[Start of Attachment]
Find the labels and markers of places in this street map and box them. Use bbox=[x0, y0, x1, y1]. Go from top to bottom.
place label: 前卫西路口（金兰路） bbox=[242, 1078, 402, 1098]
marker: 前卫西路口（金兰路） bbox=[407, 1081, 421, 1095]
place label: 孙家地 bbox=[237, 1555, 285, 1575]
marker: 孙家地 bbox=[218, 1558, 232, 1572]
[End of Attachment]
**Directions for this task:**
Could you write out all of the entries precisely as they stand?

**Problem solution:**
Find the labels and markers of places in this street map and box them. Use bbox=[x0, y0, x1, y1]. Go from top to bottom.
place label: 前卫西路口（金兰路） bbox=[242, 1078, 402, 1098]
marker: 前卫西路口（金兰路） bbox=[407, 1081, 421, 1095]
place label: 孙家地 bbox=[237, 1555, 285, 1575]
marker: 孙家地 bbox=[218, 1558, 232, 1572]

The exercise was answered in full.